Israel’s military has nominated a new chief rabbi criticised for remarks he made in the past that seemed to condone the rape of non-Jewish women in war.
In an answer to a religious website in 2002, Rabbi Colonel Eyal Karim implied that such an act was permissible.
He clarified in 2012 that his words had been taken out of context and that rape was forbidden “in any situation”.
But his appointment, which requires the defence minister’s approval, was condemned by a top female politician.
Zehava Galon, leader of the Meretz party, described Rabbi Karim as “not suitable to represent Jewish morality in any way whatsoever”.
“His appalling, racist and violent statement makes women fair game,” she added.

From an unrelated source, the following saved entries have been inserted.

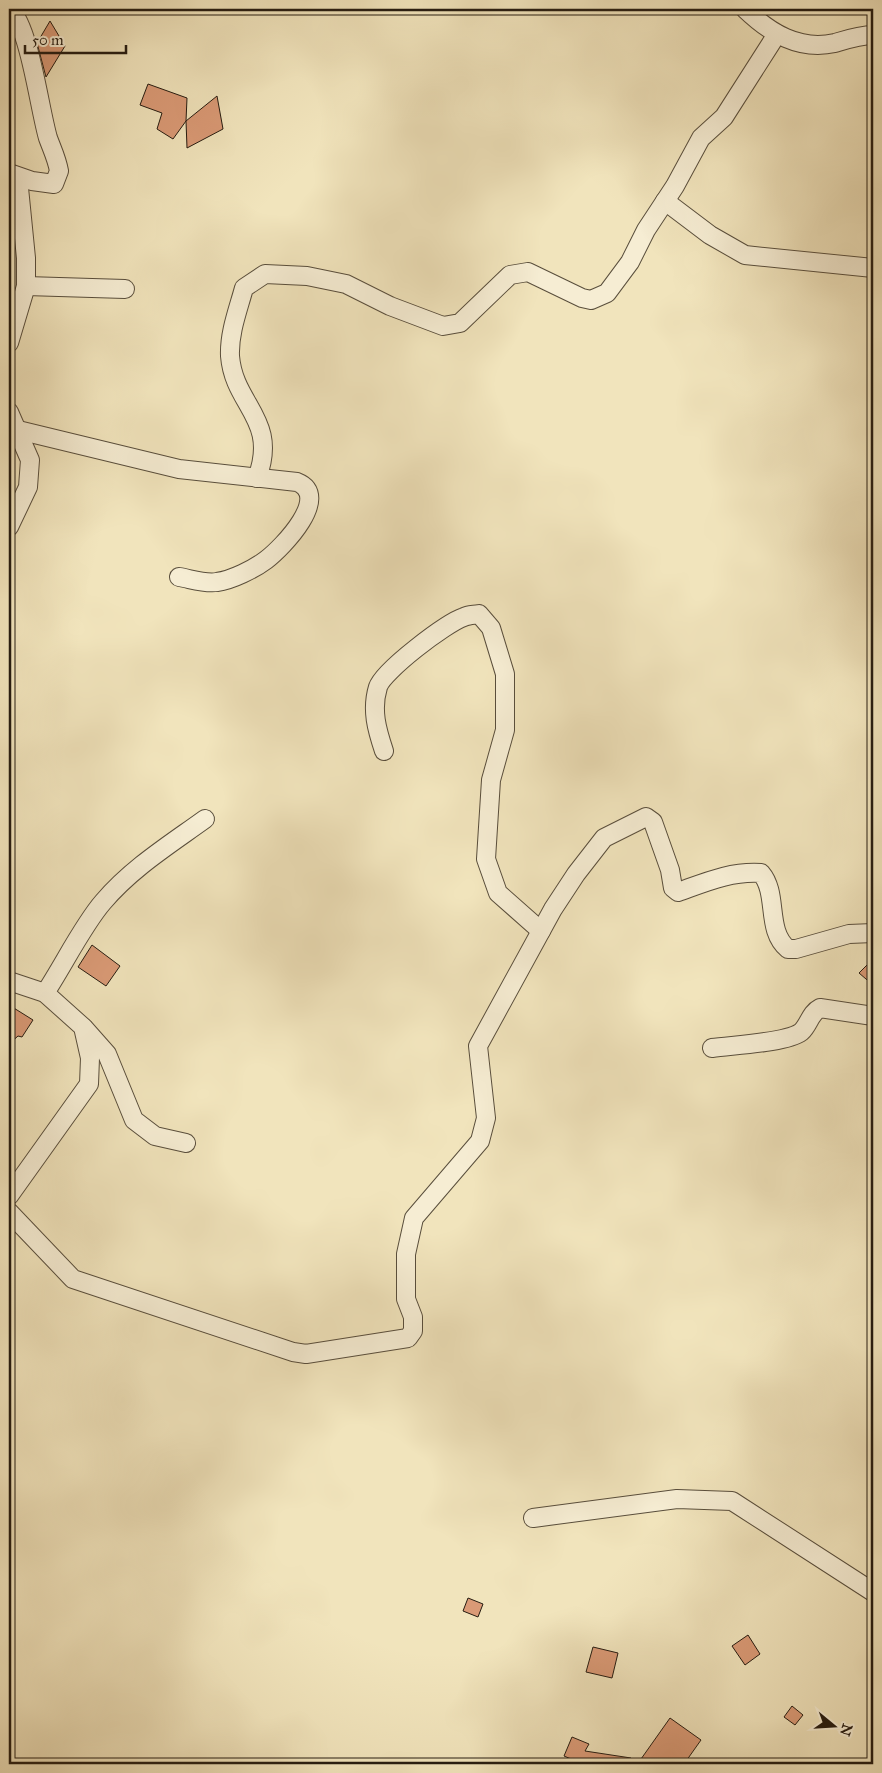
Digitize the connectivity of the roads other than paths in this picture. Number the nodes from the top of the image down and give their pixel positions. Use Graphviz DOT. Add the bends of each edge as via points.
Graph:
graph roads {
  1 [pos="10,9"];
  2 [pos="745,9"];
  3 [pos="763,15"];
  4 [pos="777,34"];
  5 [pos="873,35"];
  6 [pos="13,175"];
  7 [pos="665,201"];
  8 [pos="873,268"];
  9 [pos="26,286"];
  10 [pos="125,290"];
  11 [pos="9,343"];
  12 [pos="9,412"];
  13 [pos="18,430"];
  14 [pos="257,478"];
  15 [pos="9,527"];
  16 [pos="179,577"];
  17 [pos="384,751"];
  18 [pos="205,819"];
  19 [pos="541,931"];
  20 [pos="873,933"];
  21 [pos="9,980"];
  22 [pos="45,993"];
  23 [pos="873,1016"];
  24 [pos="83,1027"];
  25 [pos="712,1048"];
  26 [pos="186,1143"];
  27 [pos="9,1196"];
  28 [pos="9,1212"];
  29 [pos="534,1518"];
  30 [pos="873,1592"];
  1 -- 6 [label="street" via="24,36 60,171 54,184"];
  2 -- 3 [label="street"];
  3 -- 4 [label="street"];
  4 -- 5 [label="street" via="784,39 811,45"];
  4 -- 7 [label="street" via="724,117 701,138"];
  6 -- 9 [label="street" via="26,258"];
  7 -- 8 [label="street" via="710,235 745,255"];
  7 -- 14 [label="street" via="630,262 607,293 591,300 528,272 510,276 460,323 443,326 390,306 346,284 307,276 265,274 244,288 232,328 230,356 236,378 263,434 264,460"];
  9 -- 10 [label="street"];
  9 -- 11 [label="street"];
  12 -- 13 [label="street"];
  13 -- 14 [label="street" via="178,469"];
  13 -- 15 [label="street" via="30,460 28,487"];
  14 -- 16 [label="street" via="297,482 310,492 305,513 289,539 265,561 231,578 216,582"];
  17 -- 19 [label="street" via="375,725 378,686 391,670 443,628 464,616 479,614 492,628 506,674 505,730 492,780 486,859 498,893"];
  18 -- 22 [label="street" via="144,862 118,885 102,904"];
  19 -- 20 [label="street" via="576,874 604,838 646,817 653,822 673,888 678,892 703,881 762,872 768,881 775,928 780,942 788,949 849,934"];
  19 -- 28 [label="street" via="478,1046 486,1118 480,1141 414,1218 406,1254 406,1300 413,1317 413,1331 408,1338 306,1354 293,1352 73,1279"];
  21 -- 22 [label="street"];
  22 -- 24 [label="street"];
  23 -- 25 [label="street" via="820,1008 814,1011 802,1031 790,1038"];
  24 -- 26 [label="street" via="107,1054 134,1120 155,1136"];
  24 -- 27 [label="street" via="90,1058 88,1084"];
  29 -- 30 [label="street" via="677,1499 732,1501"];
}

The head of the Israeli parliament’s Committee on the Status of Women and Gender Equality, Aida Touma-Sliman of the Joint Arab List, said: “Col Karim’s ruling on permitting raping non-Jewish women is similar to the fatwa of a murderous organisation that’s not so far from Israel’s borders.”
The Israeli military, in which thousands of women serve, issued a statement on Tuesday saying it wanted to clarify that the rabbi’s remarks 14 years ago came in answer to a theoretical question and did not relate to “practical Jewish law”.
“Rabbi Karim has never written, said or even thought that an Israeli soldier is permitted to sexually assault a woman in war, and anyone who interprets his words otherwise is completely mistaken,” it added.
The statement also stressed that Rabbi Karim was not opposed to women being recruited by the military, despite him having previously said that it should be “completely forbidden”, according to Israeli media.